The core of the team, though, is the wrong side of thirty. Striker Charles (35); midfielders Diop (33), Orellana (33) , and Pedro León (32); defenders Ramis (35) and Arbilla (32). experienced, certainly, but a lot of their younger guys have moved on.
Eibar, especially at home, will work for every ball, they will press, they will be strong in the air and will be dangerous in set pieces. However, that very intensity leaves them open to through balls and they don’t control the match well, both things Villarreal hopes to exploit.
Villarreal have some injury concerns, and if ever we were going to make some squad rotations, this is it, right? With a match coming on Sunday? Alberto Moreno is injured again, so Quintillà will play at left back; Mario might replace Peña, who traveled with the team but missed the last match due to a knee problem. And Manu Morlanes is also injured.
I’m thinking this may be a match for Funes Mori to start with Pau, and I’d probably bring Samu Chukwueze in and give Santi Cazorla a break, too, though making changes really depends on whether Calleja feels individual players need rest. It’s hard to justify changing a lot when things are working.

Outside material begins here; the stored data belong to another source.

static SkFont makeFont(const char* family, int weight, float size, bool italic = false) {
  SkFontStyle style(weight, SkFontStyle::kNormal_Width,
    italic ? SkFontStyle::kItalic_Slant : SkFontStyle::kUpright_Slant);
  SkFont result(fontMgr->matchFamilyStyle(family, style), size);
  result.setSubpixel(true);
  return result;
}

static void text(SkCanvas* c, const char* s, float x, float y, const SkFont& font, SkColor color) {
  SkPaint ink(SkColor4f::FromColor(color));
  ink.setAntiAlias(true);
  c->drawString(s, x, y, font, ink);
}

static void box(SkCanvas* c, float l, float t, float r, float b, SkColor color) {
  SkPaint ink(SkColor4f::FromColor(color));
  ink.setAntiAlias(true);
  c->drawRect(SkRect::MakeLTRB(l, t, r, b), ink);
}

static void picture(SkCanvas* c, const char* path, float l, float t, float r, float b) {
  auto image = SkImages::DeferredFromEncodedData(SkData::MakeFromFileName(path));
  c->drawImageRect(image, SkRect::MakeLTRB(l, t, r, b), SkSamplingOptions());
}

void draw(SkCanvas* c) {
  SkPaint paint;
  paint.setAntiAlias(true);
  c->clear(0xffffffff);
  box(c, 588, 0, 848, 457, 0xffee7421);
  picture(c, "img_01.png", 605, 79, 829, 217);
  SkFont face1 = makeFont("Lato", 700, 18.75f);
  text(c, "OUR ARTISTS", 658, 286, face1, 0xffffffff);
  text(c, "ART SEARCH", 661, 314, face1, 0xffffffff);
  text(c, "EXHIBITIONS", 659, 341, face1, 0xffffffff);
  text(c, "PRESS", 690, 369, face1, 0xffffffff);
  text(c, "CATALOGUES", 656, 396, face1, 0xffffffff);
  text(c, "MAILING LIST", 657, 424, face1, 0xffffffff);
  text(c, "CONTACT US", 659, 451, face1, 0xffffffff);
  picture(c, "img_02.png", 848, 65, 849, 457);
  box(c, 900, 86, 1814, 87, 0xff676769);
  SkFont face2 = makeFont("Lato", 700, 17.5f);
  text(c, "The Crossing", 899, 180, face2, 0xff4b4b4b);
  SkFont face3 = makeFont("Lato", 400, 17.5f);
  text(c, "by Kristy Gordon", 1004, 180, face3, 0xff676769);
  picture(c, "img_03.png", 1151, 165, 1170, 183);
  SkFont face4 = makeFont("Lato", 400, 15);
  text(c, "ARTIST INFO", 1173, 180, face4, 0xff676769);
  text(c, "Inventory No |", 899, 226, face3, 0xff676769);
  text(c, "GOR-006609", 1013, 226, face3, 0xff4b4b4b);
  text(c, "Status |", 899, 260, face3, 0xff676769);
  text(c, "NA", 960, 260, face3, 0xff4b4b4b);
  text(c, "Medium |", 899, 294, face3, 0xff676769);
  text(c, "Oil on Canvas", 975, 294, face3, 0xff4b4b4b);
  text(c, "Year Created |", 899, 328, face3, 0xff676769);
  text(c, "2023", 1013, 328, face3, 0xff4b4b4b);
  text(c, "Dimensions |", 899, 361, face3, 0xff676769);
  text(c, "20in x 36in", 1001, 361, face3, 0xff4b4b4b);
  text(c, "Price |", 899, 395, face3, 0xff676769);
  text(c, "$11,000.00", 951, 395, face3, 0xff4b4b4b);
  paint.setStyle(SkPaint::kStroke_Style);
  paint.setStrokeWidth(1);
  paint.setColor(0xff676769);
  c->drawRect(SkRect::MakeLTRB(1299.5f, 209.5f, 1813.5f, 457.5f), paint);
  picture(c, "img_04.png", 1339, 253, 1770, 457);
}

All-time record: Villarreal have won only once at Iparua in 12 tries—that was a 2-1 win in April 2016 with goals from Adrián and Soldado. Last year we played a forgettable 0-0 draw (this was while Calleja was gone).
Interestingly, Calleja did coach Villarreal in a midweek match in February 2017; we lost 1-0 and fielded a team with Roger martinez and Enes Unal as strikers; Dani Raba, Javi Fuego (!) and Antonio Rukavina all started as well. (The rotations didn’t work, as we lost our next match at home to Girona with our regular lineup). So does that history give us any indication as to what to expect tomorrow?
Prediction: Villarreal have won in Espanyol and defeated Alavés at home, two unusual events against a couple of our bogey clubs. Can we make it three-for-three and win in Iparua? I’m going to go for a 2-2 draw, mostly because I think Eibar is a lot like Osasuna at home, a tough team to beat. But hopefully we’ll come home with three points. Endavant!!